Part of the controversy surrounding the Chessman case stems from how the death penalty was applied. At the time, under California's version of the "Little Lindbergh Law", any crime that involved kidnapping with bodily harm could be considered a capital offense. Two of the counts against Chessman alleged that he dragged a 17-year-old girl named Mary Alice Meza a considerable distance from her car demanding oral sex from her and separately took Regina Johnson 22 feet from her car to his. Despite the short distance Johnson was moved, the court considered it sufficient to qualify as kidnapping, thus making Chessman eligible for the death penalty. In 1948, the death penalty was applicable to Chessman under Section 209 of the California Penal Code.
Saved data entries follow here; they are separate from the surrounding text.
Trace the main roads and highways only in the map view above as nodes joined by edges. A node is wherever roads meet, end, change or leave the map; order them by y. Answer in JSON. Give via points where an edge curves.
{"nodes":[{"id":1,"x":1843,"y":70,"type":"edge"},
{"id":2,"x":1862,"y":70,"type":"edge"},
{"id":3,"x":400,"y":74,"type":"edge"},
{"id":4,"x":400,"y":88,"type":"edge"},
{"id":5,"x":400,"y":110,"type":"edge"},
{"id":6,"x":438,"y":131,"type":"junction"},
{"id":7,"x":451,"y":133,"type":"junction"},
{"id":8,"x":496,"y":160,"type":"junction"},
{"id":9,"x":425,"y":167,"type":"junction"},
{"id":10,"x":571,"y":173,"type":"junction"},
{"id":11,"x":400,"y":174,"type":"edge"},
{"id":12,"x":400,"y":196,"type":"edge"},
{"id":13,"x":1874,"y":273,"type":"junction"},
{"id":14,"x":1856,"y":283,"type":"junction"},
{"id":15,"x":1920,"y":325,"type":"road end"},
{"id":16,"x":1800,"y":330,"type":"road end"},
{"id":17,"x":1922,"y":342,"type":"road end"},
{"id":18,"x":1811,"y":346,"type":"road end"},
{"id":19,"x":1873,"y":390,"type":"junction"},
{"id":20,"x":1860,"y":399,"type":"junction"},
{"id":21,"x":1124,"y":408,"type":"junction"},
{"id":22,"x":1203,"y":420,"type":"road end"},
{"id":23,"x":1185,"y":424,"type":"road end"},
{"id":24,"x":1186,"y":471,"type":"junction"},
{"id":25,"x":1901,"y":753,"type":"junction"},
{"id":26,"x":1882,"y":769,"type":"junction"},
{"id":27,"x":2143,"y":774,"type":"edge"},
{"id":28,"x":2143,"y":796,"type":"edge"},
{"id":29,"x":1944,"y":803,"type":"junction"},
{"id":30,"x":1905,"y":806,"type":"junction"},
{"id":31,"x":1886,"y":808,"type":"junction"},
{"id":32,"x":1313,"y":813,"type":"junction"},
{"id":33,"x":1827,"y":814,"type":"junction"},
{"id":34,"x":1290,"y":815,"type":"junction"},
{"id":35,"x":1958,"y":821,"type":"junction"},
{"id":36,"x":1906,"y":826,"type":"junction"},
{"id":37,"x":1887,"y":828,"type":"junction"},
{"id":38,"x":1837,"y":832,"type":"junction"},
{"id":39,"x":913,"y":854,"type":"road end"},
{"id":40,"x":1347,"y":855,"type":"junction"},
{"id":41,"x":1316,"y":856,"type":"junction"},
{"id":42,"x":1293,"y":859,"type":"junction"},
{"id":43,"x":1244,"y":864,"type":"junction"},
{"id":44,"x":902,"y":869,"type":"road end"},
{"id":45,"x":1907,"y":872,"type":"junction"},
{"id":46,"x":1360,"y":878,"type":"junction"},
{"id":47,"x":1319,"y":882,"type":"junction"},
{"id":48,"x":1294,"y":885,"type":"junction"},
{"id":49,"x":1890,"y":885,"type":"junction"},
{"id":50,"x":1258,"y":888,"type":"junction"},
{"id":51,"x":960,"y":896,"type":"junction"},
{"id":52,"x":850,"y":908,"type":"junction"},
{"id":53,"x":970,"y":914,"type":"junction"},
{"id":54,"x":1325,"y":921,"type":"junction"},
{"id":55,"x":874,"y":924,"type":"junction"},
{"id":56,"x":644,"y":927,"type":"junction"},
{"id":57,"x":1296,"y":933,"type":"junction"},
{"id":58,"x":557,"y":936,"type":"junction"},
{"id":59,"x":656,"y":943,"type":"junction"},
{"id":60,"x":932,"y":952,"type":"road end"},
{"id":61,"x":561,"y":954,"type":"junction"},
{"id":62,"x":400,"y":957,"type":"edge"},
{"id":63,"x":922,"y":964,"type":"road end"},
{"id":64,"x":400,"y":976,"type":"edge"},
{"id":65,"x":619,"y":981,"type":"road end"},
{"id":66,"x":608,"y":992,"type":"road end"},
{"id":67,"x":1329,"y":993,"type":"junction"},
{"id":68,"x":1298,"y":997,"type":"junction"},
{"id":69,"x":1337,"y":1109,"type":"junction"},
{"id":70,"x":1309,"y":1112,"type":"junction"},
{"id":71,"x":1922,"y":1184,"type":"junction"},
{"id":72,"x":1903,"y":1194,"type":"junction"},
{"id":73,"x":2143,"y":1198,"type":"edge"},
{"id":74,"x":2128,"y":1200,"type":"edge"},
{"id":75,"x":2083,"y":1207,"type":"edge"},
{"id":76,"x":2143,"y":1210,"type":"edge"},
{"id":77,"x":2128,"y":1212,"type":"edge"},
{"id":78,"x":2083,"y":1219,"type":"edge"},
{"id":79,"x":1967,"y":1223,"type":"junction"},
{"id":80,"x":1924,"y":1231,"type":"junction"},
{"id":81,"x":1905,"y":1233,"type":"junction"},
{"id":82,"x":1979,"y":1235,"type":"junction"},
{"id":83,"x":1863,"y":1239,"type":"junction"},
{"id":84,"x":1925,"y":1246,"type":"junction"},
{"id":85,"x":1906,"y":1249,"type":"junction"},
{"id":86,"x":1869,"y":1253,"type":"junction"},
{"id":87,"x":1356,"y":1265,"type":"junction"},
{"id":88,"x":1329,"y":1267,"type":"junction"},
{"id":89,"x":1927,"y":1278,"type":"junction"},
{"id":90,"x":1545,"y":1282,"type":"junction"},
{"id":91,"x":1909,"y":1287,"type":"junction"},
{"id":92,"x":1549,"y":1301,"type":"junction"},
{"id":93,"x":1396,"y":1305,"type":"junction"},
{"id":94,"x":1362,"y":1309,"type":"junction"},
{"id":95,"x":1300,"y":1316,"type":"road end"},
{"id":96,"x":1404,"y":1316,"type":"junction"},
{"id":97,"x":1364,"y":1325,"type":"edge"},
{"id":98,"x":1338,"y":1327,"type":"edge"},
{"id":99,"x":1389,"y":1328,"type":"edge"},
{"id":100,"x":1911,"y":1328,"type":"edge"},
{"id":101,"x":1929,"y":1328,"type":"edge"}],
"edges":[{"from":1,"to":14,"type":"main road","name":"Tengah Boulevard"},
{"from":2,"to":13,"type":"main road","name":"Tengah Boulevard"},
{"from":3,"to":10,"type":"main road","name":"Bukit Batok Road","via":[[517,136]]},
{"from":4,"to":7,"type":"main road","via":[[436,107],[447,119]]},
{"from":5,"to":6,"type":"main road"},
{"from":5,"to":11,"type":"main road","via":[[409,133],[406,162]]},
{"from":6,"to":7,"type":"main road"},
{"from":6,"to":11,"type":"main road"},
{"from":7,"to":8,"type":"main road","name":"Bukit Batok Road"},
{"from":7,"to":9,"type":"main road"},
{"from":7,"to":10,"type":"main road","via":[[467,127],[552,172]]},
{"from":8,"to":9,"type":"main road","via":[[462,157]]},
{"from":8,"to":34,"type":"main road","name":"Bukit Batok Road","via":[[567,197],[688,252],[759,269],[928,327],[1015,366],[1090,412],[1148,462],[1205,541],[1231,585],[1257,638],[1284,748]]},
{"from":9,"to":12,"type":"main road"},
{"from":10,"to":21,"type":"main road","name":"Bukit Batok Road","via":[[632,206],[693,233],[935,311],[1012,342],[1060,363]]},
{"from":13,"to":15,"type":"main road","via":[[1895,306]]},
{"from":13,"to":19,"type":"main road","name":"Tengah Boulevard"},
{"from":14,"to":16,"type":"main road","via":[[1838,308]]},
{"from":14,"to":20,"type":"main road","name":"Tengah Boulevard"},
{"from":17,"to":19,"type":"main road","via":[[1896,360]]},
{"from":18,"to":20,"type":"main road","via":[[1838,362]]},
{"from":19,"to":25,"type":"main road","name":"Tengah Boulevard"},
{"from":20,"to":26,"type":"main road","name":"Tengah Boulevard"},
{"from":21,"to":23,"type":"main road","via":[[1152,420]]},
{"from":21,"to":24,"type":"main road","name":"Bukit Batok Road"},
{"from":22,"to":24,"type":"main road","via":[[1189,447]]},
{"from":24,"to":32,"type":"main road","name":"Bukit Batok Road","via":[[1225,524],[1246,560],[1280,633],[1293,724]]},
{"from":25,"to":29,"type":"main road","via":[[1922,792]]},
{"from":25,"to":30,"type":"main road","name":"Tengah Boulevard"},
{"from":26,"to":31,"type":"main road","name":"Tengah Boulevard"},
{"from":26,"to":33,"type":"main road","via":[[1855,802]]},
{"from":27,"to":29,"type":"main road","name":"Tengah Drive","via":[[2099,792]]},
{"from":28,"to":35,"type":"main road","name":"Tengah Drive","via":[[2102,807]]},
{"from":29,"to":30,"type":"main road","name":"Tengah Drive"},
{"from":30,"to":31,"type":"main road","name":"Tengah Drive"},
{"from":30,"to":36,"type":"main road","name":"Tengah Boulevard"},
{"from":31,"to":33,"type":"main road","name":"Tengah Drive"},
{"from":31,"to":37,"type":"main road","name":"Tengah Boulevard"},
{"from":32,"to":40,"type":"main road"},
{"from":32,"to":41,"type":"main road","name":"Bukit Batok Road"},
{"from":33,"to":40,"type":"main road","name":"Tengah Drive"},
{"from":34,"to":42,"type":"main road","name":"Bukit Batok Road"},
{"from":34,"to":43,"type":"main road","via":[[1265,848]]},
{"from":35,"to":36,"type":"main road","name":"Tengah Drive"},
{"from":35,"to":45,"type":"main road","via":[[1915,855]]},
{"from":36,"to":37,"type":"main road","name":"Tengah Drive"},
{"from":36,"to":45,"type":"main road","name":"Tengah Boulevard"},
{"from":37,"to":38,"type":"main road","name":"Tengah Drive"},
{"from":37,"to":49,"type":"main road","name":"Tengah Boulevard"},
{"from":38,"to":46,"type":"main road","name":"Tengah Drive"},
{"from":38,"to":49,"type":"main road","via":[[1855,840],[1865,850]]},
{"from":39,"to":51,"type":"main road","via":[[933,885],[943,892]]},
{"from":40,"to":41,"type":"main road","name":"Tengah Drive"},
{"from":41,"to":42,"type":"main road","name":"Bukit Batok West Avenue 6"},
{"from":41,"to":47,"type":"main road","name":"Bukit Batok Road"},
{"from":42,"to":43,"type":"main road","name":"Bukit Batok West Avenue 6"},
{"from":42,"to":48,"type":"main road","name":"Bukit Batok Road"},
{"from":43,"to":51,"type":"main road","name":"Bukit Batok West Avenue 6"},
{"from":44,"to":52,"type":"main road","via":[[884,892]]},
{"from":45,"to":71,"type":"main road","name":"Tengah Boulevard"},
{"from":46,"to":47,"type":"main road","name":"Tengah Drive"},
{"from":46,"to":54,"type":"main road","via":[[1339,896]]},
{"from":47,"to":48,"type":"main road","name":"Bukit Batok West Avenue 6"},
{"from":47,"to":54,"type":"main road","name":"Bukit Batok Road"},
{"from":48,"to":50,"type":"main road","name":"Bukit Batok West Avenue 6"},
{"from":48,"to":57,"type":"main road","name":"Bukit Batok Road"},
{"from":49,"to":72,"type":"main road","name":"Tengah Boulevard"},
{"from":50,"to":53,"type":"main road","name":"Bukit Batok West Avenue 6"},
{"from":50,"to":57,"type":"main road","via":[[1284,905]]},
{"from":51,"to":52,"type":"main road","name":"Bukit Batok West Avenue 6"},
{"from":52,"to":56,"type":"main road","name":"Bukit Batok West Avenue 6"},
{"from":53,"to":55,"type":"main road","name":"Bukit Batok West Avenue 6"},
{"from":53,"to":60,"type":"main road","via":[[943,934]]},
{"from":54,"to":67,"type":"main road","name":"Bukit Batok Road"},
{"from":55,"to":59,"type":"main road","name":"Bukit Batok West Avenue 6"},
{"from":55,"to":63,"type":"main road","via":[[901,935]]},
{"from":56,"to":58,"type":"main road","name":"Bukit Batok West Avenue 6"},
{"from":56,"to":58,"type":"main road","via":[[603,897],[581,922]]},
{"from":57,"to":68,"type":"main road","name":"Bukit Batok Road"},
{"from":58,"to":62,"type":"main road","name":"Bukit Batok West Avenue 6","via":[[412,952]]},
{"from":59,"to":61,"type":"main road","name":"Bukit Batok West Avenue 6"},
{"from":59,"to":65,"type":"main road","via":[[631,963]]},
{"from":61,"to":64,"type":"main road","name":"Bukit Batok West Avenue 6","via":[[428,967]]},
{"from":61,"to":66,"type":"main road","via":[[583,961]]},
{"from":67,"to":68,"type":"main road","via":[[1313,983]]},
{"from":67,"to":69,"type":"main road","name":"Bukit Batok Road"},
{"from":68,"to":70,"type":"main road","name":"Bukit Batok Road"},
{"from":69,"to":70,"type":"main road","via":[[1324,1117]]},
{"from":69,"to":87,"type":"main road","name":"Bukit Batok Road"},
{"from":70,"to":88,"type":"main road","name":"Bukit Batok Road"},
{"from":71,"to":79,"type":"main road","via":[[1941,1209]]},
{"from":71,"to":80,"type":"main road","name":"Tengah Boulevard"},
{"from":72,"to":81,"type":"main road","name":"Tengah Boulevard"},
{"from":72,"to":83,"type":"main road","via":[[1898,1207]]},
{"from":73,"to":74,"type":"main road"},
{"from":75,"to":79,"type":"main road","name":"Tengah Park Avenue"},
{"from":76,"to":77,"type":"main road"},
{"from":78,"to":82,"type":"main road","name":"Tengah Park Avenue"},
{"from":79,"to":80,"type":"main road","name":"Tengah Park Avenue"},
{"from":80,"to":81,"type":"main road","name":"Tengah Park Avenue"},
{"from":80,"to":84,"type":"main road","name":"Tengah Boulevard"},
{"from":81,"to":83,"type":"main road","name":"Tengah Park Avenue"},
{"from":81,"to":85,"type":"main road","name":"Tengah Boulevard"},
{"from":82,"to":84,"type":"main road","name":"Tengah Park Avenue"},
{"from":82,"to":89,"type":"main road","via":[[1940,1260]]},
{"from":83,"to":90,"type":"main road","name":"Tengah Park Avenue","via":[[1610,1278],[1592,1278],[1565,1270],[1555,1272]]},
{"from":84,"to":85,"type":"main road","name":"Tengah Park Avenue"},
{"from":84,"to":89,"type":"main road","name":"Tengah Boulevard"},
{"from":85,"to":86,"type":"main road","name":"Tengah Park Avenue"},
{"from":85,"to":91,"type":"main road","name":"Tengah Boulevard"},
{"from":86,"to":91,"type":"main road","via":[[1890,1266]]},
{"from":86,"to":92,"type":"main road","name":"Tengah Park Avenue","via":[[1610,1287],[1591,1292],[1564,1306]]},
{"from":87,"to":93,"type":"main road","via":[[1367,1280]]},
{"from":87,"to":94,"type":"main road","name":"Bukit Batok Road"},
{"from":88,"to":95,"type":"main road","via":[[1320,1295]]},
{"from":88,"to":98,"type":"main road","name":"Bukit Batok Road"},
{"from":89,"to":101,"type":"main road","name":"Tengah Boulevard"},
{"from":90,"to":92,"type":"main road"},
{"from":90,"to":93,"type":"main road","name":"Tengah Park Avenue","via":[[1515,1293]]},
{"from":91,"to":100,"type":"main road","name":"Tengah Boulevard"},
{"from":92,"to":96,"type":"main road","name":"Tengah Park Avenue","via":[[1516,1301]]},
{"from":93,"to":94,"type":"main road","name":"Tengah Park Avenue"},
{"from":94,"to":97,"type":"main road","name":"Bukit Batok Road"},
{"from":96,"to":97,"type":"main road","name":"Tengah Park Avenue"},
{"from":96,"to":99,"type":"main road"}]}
Because he had been convicted of moving Regina Johnson and also Mary Alice Meza more than 20 feet, he was eligible for the death penalty under the fact that it was a kidnapping and robbery (he supposedly robbed Regina's husband) with bodily harm. So thus, if any person "kidnapped" someone and moved them 20 feet (the distance of one bedroom to another in any given house) and the victim had suffered "bodily harm", meaning even if the victim walked with a limp afterwards, and robbed that person, the perpetrator / defendant could be sentenced to death under the "Little Lindbergh Law", Section 209. Since Chessman had supposedly kidnapped, robbed, and raped both Johnson and Meza, this was why he got a death sentence. Back then in 1948, other than first degree murder, a defendant could be executed for four other reasons: (1) trainwrecking resulting in death; (2) treason against the state; (3) kidnapping combined with robbery and bodily harm (section 209); and (4) perjury resulting in the execution of an innocent person. As far as historical accounts go, there is no evidence that anyone was ever executed for false testimony / perjury resulting in an innocent person's execution, although it is plausible that people might have perjured themselves on the stand which resulted in an innocent person's execution, since innocent persons have been executed in the United States at least two dozen times over the past century. If Chessman was charged at the present time, he would not have been facing a death sentence, because Section 209 was amended and totally written off the books in 1951.
On death row
Acting as his own attorney, Chessman vigorously asserted his innocence from the outset, arguing throughout the trial and the appeals process that he was alternately the victim of mistaken identity, or a much larger conspiracy seeking to frame him for a crime he did not commit. He claimed at other times to know who the real culprit was, but refused to name him. He further alleged that statements he made during his initial police interrogation implicating him in the Red Light Bandit crimes were coerced through torture.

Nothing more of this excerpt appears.